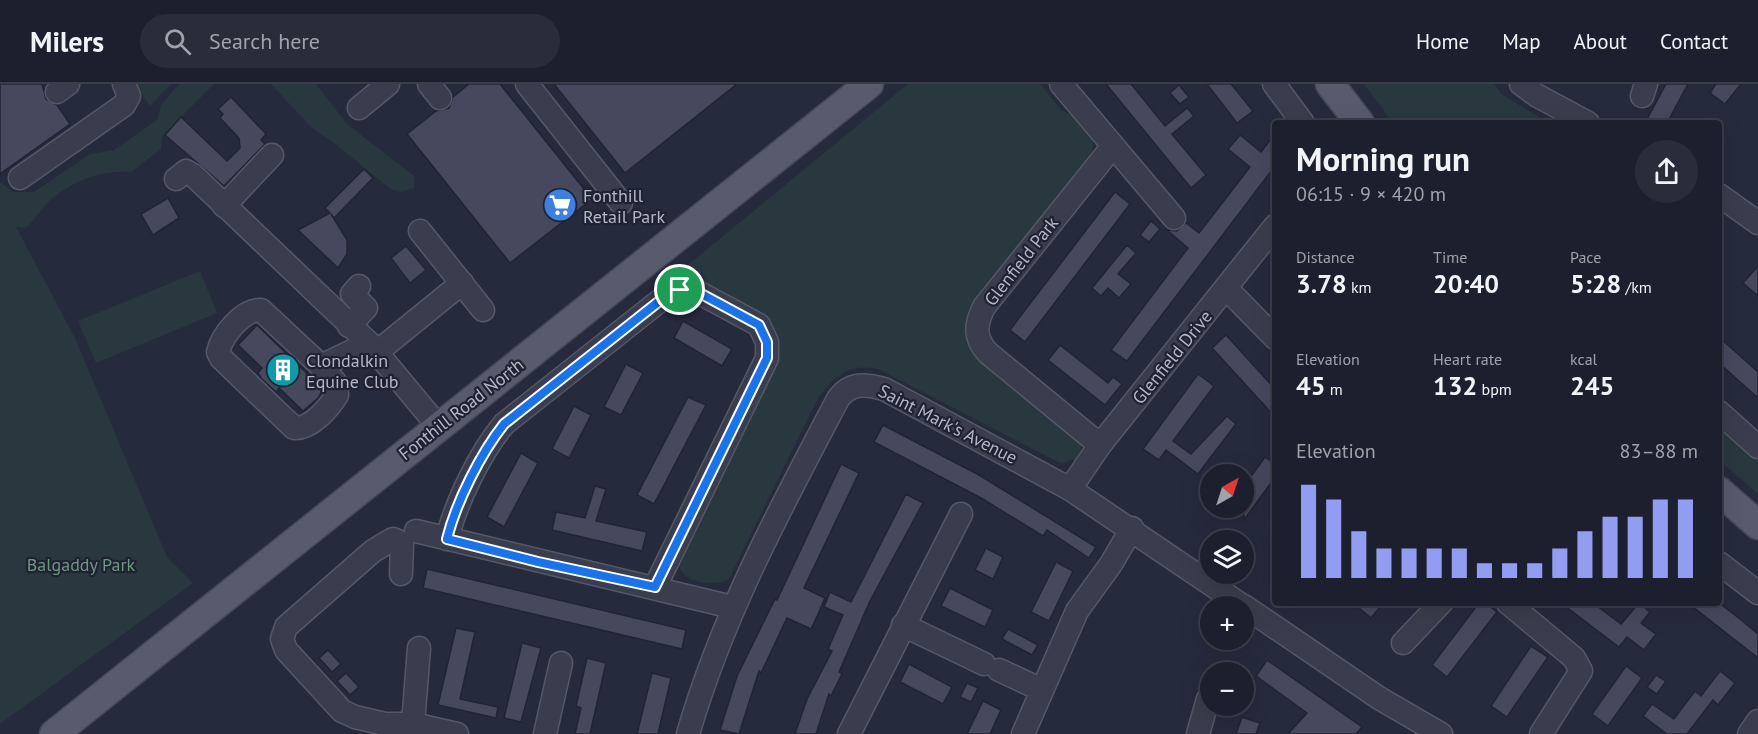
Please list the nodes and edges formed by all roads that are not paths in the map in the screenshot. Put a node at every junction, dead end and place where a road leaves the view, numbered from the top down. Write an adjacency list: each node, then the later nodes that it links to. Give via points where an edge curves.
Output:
1 (124, 84): 15 (street, via 129,96 124,105)
2 (388, 84): 9 (street)
3 (527, 84): 18 (street)
4 (869, 84): 33 (main road, Fonthill Road North)
5 (1061, 84): 13 (street)
6 (1274, 84): 10 (street)
7 (1330, 84): 11 (main road)
8 (1521, 84): 12 (street)
9 (359, 108)
10 (1301, 120)
11 (1358, 120)
12 (1582, 120)
13 (1113, 146): 20 (street); 34 (street, Glenfield Park, via 984,307 976,331 988,353)
14 (272, 155): 19 (street)
15 (20, 178)
16 (176, 179): 19 (street, via 186,171 194,175)
17 (1722, 197): 21 (street)
18 (621, 203)
19 (224, 206): 28 (street)
20 (1174, 218)
21 (1758, 223)
22 (1272, 230): 26 (street, Glenfield Drive)
23 (420, 231): 24 (street)
24 (462, 283): 27 (street); 30 (street)
25 (359, 286): 28 (street, via 352,294 366,308)
26 (1227, 289): 29 (street); 34 (street, Glenfield Drive)
27 (483, 310)
28 (349, 326): 30 (street)
29 (1272, 335)
30 (373, 348): 31 (street); 33 (street)
31 (321, 366): 31 (street, via 336,383 337,395 306,428 294,428 219,352 224,336 249,312 261,310)
32 (1722, 415): 35 (street)
33 (438, 426): 62 (main road, Fonthill Road North)
34 (1100, 446): 36 (street, Glenfield Drive)
35 (1758, 447)
36 (1071, 489): 40 (street, Saint Mark's Avenue); 50 (street, Saint Mark's Avenue, via 884,389 856,385 838,399)
37 (1722, 494): 39 (main road)
38 (961, 514): 52 (street)
39 (1758, 525)
40 (1132, 528): 47 (street, Saint Mark's Avenue); 56 (street, via 1081,603)
41 (416, 531): 42 (street)
42 (447, 539): 45 (street); 45 (street, via 460,502 504,424 667,295 694,290 759,325 767,342 767,358)
43 (1722, 565): 46 (street)
44 (401, 574): 59 (street, via 402,543 393,539 373,551 286,627 282,639 286,650 342,711 385,724)
45 (655, 587): 50 (street)
46 (1758, 592)
47 (1229, 596)
48 (1438, 606): 53 (street)
49 (1512, 606): 68 (street, via 1574,658 1581,670)
50 (732, 607): 65 (street, Saint Mark's Avenue, via 710,661)
51 (1254, 613): 60 (street, Saint Mark's Avenue)
52 (903, 625): 56 (street); 61 (street)
53 (1403, 643)
54 (419, 648): 59 (street)
55 (561, 663): 64 (street)
56 (1042, 690): 66 (street)
57 (1203, 716): 67 (street)
58 (1758, 721): 69 (street)
59 (413, 724): 63 (street)
60 (1428, 731)
61 (854, 733)
62 (54, 734)
63 (457, 734)
64 (545, 734)
65 (688, 734)
66 (1023, 734)
67 (1198, 734)
68 (1541, 734)
69 (1749, 734)

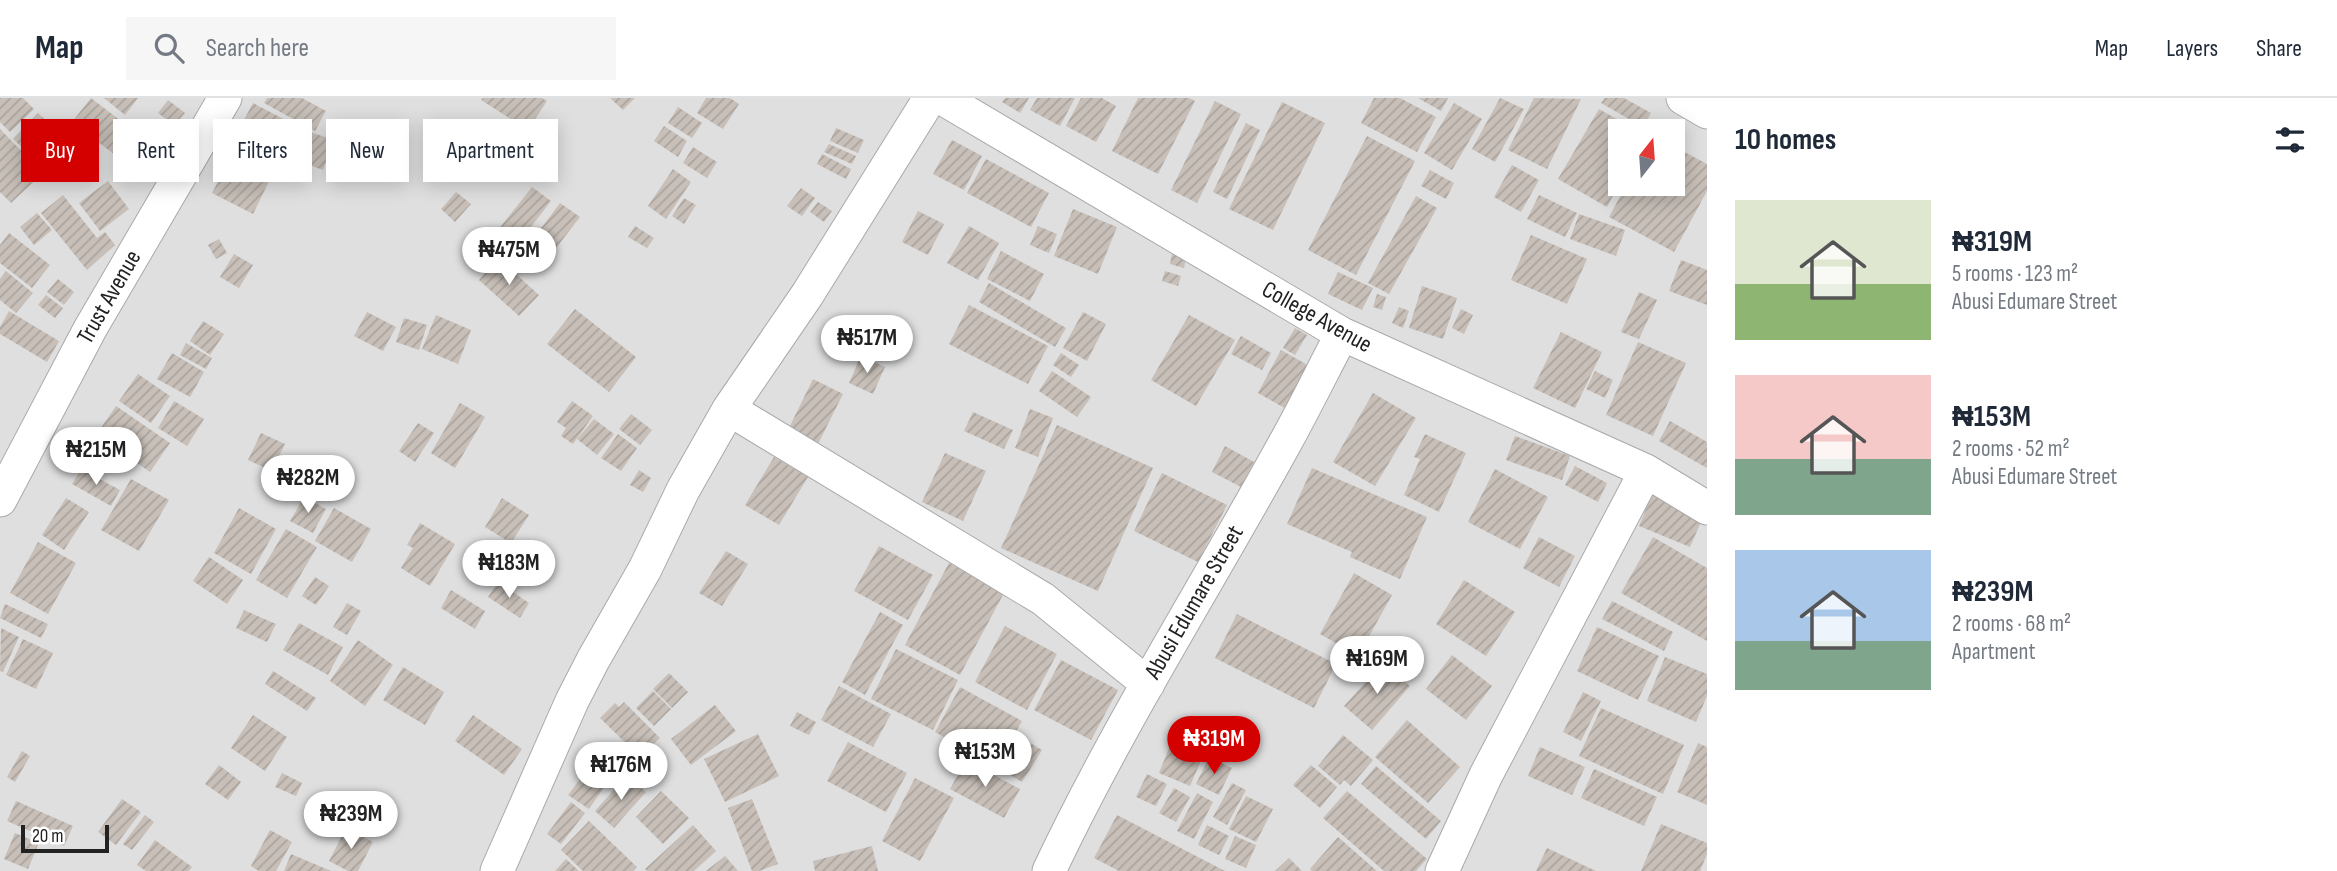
☆ ☆ ☆ ☆ ☆ ☆ ☆
REQUIRED WORK
Because only the text is wanted, copy each record above precisely and omit its pictures.

OUTPUT FOR THIS TASK
Please list the nodes and edges formed by all roads that are not paths in the map in the screenshot. Put a node at every junction, dead end and place where a road leaves the view, numbered from the top down. Write an adjacency list: each node, then the later nodes that it links to. Give via points where an edge curves.
Output:
1 (124, 84): 15 (street, via 129,96 124,105)
2 (388, 84): 9 (street)
3 (527, 84): 18 (street)
4 (869, 84): 33 (main road, Fonthill Road North)
5 (1061, 84): 13 (street)
6 (1274, 84): 10 (street)
7 (1330, 84): 11 (main road)
8 (1521, 84): 12 (street)
9 (359, 108)
10 (1301, 120)
11 (1358, 120)
12 (1582, 120)
13 (1113, 146): 20 (street); 34 (street, Glenfield Park, via 984,307 976,331 988,353)
14 (272, 155): 19 (street)
15 (20, 178)
16 (176, 179): 19 (street, via 186,171 194,175)
17 (1722, 197): 21 (street)
18 (621, 203)
19 (224, 206): 28 (street)
20 (1174, 218)
21 (1758, 223)
22 (1272, 230): 26 (street, Glenfield Drive)
23 (420, 231): 24 (street)
24 (462, 283): 27 (street); 30 (street)
25 (359, 286): 28 (street, via 352,294 366,308)
26 (1227, 289): 29 (street); 34 (street, Glenfield Drive)
27 (483, 310)
28 (349, 326): 30 (street)
29 (1272, 335)
30 (373, 348): 31 (street); 33 (street)
31 (321, 366): 31 (street, via 336,383 337,395 306,428 294,428 219,352 224,336 249,312 261,310)
32 (1722, 415): 35 (street)
33 (438, 426): 62 (main road, Fonthill Road North)
34 (1100, 446): 36 (street, Glenfield Drive)
35 (1758, 447)
36 (1071, 489): 40 (street, Saint Mark's Avenue); 50 (street, Saint Mark's Avenue, via 884,389 856,385 838,399)
37 (1722, 494): 39 (main road)
38 (961, 514): 52 (street)
39 (1758, 525)
40 (1132, 528): 47 (street, Saint Mark's Avenue); 56 (street, via 1081,603)
41 (416, 531): 42 (street)
42 (447, 539): 45 (street); 45 (street, via 460,502 504,424 667,295 694,290 759,325 767,342 767,358)
43 (1722, 565): 46 (street)
44 (401, 574): 59 (street, via 402,543 393,539 373,551 286,627 282,639 286,650 342,711 385,724)
45 (655, 587): 50 (street)
46 (1758, 592)
47 (1229, 596)
48 (1438, 606): 53 (street)
49 (1512, 606): 68 (street, via 1574,658 1581,670)
50 (732, 607): 65 (street, Saint Mark's Avenue, via 710,661)
51 (1254, 613): 60 (street, Saint Mark's Avenue)
52 (903, 625): 56 (street); 61 (street)
53 (1403, 643)
54 (419, 648): 59 (street)
55 (561, 663): 64 (street)
56 (1042, 690): 66 (street)
57 (1203, 716): 67 (street)
58 (1758, 721): 69 (street)
59 (413, 724): 63 (street)
60 (1428, 731)
61 (854, 733)
62 (54, 734)
63 (457, 734)
64 (545, 734)
65 (688, 734)
66 (1023, 734)
67 (1198, 734)
68 (1541, 734)
69 (1749, 734)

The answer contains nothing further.